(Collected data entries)

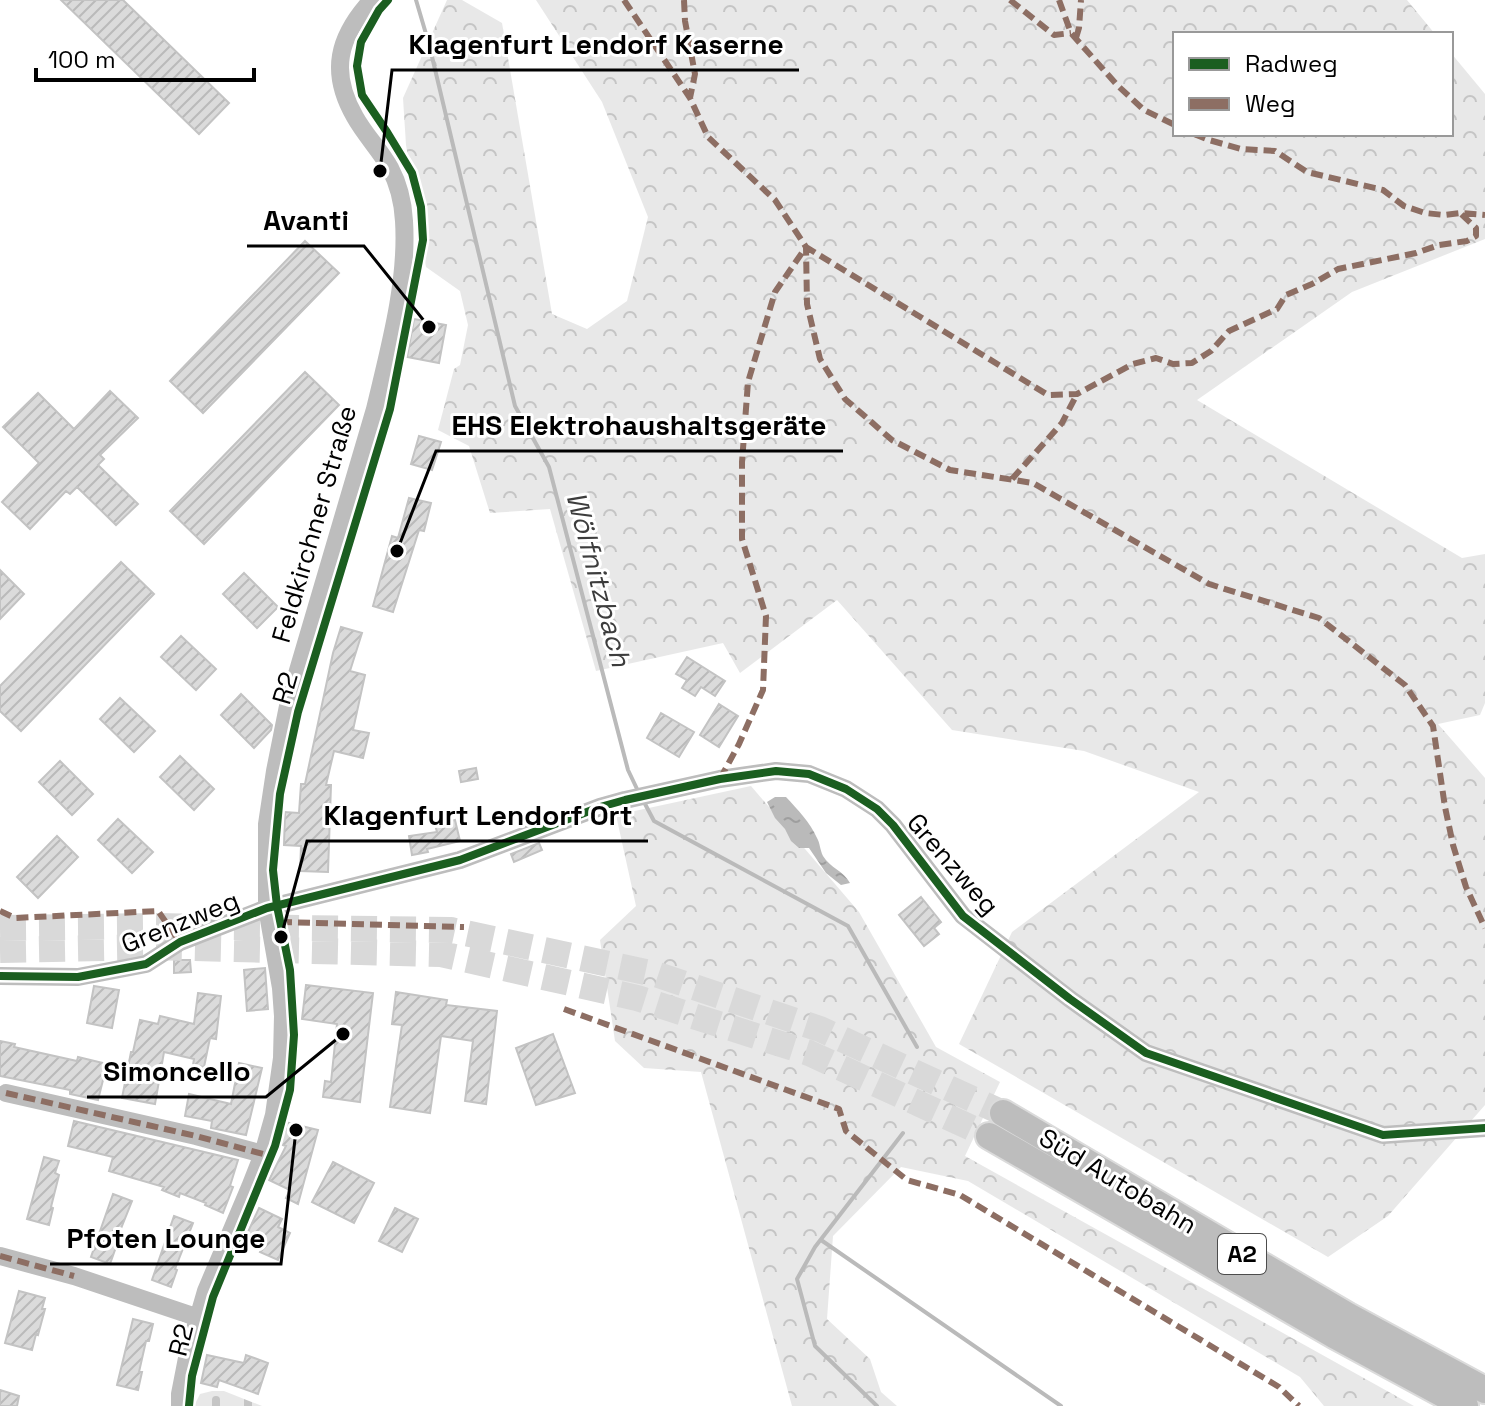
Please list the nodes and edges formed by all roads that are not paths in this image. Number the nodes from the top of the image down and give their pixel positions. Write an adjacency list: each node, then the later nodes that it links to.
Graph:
1 (372, 0): 2 (street, Feldkirchner Straße)
2 (267, 908): 3 (street, Grenzweg); 6 (street, Grenzweg); 8 (street, Feldkirchner Straße)
3 (0, 976)
4 (6, 1093): 8 (street)
5 (1003, 1113): 11 (highway, Süd Autobahn / A2)
6 (1485, 1128)
7 (989, 1136): 13 (highway, Süd Autobahn / A2)
8 (263, 1154): 10 (street, Feldkirchner Straße)
9 (0, 1256): 10 (street)
10 (199, 1318): 12 (street, Feldkirchner Straße)
11 (1485, 1390)
12 (180, 1406)
13 (1465, 1406)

_Exercise_:
Return the data exactly. Pictures stay out.

_Result of this exercise_:
Please list the nodes and edges formed by all roads that are not paths in this image. Number the nodes from the top of the image down and give their pixel positions. Write an adjacency list: each node, then the later nodes that it links to.
Graph:
1 (372, 0): 2 (street, Feldkirchner Straße)
2 (267, 908): 3 (street, Grenzweg); 6 (street, Grenzweg); 8 (street, Feldkirchner Straße)
3 (0, 976)
4 (6, 1093): 8 (street)
5 (1003, 1113): 11 (highway, Süd Autobahn / A2)
6 (1485, 1128)
7 (989, 1136): 13 (highway, Süd Autobahn / A2)
8 (263, 1154): 10 (street, Feldkirchner Straße)
9 (0, 1256): 10 (street)
10 (199, 1318): 12 (street, Feldkirchner Straße)
11 (1485, 1390)
12 (180, 1406)
13 (1465, 1406)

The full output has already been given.